Como a aviação agrícola integra ações humanitárias das Nações Unidas, do Brasil e seus vizinhos sul-americanos contra um flagelo de tempos bíblicos que ainda hoje ameaça continentes com a fome
A praga que provocou o nascimento da aviação agrícola brasileira vem de tempos bíblicos e ainda hoje assola anualmente diversas partes do mundo. Porém, a história nos mostra que nuvens de gafanhotos passaram ser melhor combatidas depois que o homem aprendeu a voar. E, assim como no Brasil, naquele agosto de 1947, não por acaso ataques de gafanhotos também provocaram o início da aviação agrícola na Argentina, em 1926; no Uruguai, em 1941, e até na antiga União Soviética (mais precisamente na Ucrânia), em 1925.
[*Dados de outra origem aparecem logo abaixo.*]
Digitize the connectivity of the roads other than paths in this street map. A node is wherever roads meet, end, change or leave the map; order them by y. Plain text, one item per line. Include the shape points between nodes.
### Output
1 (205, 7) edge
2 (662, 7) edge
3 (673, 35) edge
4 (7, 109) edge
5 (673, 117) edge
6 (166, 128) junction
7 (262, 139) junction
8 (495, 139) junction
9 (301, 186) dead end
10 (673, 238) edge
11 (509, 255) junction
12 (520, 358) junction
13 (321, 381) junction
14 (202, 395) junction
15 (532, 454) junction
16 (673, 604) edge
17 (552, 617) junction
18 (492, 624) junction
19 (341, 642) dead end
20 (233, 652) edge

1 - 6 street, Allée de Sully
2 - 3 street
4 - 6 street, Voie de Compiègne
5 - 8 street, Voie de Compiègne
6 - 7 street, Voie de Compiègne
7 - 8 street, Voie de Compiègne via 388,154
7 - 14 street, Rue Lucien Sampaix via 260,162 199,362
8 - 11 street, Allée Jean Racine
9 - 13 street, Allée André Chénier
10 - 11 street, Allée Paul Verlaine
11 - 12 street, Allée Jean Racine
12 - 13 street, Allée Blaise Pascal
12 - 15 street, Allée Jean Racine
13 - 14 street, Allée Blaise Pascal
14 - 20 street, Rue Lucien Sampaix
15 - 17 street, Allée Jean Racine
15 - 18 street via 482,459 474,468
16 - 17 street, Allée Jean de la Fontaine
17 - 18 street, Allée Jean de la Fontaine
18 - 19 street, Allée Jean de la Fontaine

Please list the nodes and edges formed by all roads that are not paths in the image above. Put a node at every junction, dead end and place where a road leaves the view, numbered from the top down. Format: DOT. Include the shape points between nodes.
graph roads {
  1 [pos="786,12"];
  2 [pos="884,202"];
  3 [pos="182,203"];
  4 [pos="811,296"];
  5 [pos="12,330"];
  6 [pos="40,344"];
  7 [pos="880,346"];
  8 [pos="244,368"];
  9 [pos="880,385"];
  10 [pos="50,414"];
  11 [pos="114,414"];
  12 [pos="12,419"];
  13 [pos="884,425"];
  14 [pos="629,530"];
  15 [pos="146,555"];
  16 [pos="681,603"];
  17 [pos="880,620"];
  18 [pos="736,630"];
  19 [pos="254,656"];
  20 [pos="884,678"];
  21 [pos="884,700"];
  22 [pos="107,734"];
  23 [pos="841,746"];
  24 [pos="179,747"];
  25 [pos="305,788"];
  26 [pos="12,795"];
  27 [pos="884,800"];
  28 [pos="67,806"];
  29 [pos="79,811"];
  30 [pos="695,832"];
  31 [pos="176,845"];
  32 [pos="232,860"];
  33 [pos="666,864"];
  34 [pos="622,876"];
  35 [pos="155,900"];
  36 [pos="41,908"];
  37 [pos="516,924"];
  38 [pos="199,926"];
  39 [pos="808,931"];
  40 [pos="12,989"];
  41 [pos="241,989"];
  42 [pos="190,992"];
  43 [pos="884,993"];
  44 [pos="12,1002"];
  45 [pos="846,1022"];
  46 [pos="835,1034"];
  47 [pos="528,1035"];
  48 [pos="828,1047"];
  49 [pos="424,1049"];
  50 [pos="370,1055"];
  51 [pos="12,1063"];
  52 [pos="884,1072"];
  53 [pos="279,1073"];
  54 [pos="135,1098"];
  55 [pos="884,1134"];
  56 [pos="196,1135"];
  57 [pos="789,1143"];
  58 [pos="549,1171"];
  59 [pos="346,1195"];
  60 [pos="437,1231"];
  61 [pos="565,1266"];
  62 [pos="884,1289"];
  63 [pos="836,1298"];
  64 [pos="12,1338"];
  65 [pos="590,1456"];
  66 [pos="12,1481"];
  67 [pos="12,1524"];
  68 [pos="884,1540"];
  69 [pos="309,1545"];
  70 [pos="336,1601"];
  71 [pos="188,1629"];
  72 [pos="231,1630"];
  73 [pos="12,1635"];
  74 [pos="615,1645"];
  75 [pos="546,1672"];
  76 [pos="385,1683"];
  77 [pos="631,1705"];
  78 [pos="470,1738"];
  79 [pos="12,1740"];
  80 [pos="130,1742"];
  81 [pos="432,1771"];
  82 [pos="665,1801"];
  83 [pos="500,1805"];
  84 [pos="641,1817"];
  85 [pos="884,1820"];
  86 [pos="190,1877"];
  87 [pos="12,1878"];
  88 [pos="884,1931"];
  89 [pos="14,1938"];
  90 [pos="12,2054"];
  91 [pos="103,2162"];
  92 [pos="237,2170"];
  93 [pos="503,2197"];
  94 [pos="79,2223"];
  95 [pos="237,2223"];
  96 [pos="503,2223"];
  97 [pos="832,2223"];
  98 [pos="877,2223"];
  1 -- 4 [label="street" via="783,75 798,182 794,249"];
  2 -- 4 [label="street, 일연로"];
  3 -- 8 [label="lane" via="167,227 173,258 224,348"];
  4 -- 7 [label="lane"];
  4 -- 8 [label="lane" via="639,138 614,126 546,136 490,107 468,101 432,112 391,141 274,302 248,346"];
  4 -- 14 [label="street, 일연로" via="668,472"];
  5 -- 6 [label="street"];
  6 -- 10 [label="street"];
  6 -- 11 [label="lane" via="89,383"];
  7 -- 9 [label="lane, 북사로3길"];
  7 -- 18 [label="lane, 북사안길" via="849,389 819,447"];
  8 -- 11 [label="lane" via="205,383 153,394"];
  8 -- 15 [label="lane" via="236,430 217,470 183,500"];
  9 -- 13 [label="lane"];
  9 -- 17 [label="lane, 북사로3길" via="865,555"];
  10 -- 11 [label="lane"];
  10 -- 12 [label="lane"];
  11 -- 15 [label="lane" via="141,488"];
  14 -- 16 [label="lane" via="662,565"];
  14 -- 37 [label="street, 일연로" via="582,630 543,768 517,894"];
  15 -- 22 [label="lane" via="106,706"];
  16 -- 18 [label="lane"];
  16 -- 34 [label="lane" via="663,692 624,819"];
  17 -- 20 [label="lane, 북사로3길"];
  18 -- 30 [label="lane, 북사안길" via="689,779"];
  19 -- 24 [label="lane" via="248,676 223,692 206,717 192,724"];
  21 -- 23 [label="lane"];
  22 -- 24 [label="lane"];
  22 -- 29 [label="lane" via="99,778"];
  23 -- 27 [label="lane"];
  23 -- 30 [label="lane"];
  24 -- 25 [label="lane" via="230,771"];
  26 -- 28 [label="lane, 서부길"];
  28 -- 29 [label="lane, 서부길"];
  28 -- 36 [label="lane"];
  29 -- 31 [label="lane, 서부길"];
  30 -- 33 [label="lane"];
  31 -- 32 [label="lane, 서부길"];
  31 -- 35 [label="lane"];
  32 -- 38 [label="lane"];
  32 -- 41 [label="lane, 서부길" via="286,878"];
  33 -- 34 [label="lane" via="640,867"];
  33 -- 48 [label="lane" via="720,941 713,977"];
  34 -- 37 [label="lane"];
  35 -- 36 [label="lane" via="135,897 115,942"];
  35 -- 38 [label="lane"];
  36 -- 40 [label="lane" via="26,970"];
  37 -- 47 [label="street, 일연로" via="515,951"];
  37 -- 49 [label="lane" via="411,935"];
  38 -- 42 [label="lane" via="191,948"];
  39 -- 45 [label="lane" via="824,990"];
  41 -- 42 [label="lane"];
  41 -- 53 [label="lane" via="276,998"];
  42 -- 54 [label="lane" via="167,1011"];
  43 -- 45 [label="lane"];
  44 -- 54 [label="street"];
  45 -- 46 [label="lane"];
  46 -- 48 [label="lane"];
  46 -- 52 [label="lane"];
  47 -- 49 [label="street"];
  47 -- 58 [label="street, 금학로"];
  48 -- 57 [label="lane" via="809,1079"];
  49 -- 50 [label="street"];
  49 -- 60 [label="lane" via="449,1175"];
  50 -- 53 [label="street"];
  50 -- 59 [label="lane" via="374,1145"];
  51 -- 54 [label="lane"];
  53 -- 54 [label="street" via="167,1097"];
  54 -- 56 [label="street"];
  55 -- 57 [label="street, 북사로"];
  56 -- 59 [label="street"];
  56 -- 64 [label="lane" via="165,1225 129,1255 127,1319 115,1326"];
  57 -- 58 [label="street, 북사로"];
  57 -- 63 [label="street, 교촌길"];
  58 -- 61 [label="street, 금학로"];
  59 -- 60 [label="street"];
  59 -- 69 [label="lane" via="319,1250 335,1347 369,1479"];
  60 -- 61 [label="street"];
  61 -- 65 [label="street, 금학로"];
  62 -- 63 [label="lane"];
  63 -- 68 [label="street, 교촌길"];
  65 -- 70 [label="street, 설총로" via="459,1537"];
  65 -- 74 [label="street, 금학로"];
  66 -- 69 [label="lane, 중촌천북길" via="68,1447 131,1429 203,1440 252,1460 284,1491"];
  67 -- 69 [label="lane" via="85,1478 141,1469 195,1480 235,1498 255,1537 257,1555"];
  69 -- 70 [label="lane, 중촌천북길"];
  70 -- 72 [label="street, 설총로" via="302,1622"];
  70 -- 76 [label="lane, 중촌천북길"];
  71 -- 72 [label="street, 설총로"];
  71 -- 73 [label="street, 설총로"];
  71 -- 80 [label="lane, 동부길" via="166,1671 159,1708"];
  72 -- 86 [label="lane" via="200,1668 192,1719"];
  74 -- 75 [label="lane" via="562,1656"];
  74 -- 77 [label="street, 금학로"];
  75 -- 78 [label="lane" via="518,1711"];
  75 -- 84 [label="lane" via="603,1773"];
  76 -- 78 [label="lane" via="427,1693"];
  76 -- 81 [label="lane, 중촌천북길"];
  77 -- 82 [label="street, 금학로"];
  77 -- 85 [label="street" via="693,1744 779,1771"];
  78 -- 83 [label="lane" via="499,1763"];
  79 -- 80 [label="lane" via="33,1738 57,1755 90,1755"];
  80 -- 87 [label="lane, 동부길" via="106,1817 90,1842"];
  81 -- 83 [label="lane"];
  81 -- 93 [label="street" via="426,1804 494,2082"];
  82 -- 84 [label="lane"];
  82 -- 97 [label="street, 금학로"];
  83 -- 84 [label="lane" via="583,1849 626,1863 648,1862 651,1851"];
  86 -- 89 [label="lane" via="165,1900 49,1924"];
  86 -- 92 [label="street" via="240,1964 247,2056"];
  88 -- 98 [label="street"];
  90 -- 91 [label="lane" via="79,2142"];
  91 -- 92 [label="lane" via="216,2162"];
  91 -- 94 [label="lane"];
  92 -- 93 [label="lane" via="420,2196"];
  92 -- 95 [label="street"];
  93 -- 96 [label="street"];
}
Aliás, falando em Bíblia, em 2004 a própria imprensa israelense mencionou repetidas vezes a oitava praga citada no Livro do Êxodo, no Antigo Testamento. Só que ao contrário, quando gafanhotos saídos do Egito avançaram sobre o Estado Judeu. Na época, foi a maior infestação de gafanhotos desde 1959, combatida por pilotos agrícolas israelenses já na região de fronteira de seu país. O que acabou se repetindo em 2013 e com novos alertas nos anos seguintes.
Em tempos modernos, há duas principais zonas de controle de gafanhotos no planeta. Uma delas envolve a região atingida pelo gafanhoto do deserto (Schistocerca gregaria) – que cobre especialmente na África, Oriente Médio e Sudoeste da Ásia. A outra zona crítica é a do gafanhoto sul-americano (Schistocerca cancellata), cujas nuvens de insetos se formam principalmente na zona da tríplice fronteira entre Colômbia, Argentina e Paraguai – na região do Gran Chaco.
No caso do Velho Mundo, o controle e a mobilização de recursos têm anualmente ação direta da Organização das Nações Unidas para Alimentação e Agricultura (Fao, na sigla em inglês). Onde a aviação agrícola é fundamental para proteger alguns dos países mais pobres do planeta da praga migratória mais destrutiva do mundo. Considerando que o gafanhoto do deserto pode se deslocar 1 mil quilômetros em uma semana e onde uma nuvem de insetos pode consumir em um dia alimento suficiente para 35 mil pessoas.
Já na América do Sul, a principal referência no monitoramento dos insetos é o Programa de Gafanhotos do Serviço Nacional de Sanidade Agroalimentar (Senasa), da Argentina. O programa existe desde 1891, quando foi criado como Comissão Nacional de Extinção de Gafanhotos. Na verdade, o combate a gafanhotos está na gênese de todas as ações estatais de sanidade vegetal no país vizinho. Com a Argentina tendo registros de ataques de gafanhotos desde 1538, quando ainda era colônia espanhola.
Assim, não é à toa que apenas cinco anos depois da primeira operação agrícola do planeta (em 1921) nos Estados Unidos, o país vizinho já colocava a novidade em seu arsenal contra os insetos migratórios.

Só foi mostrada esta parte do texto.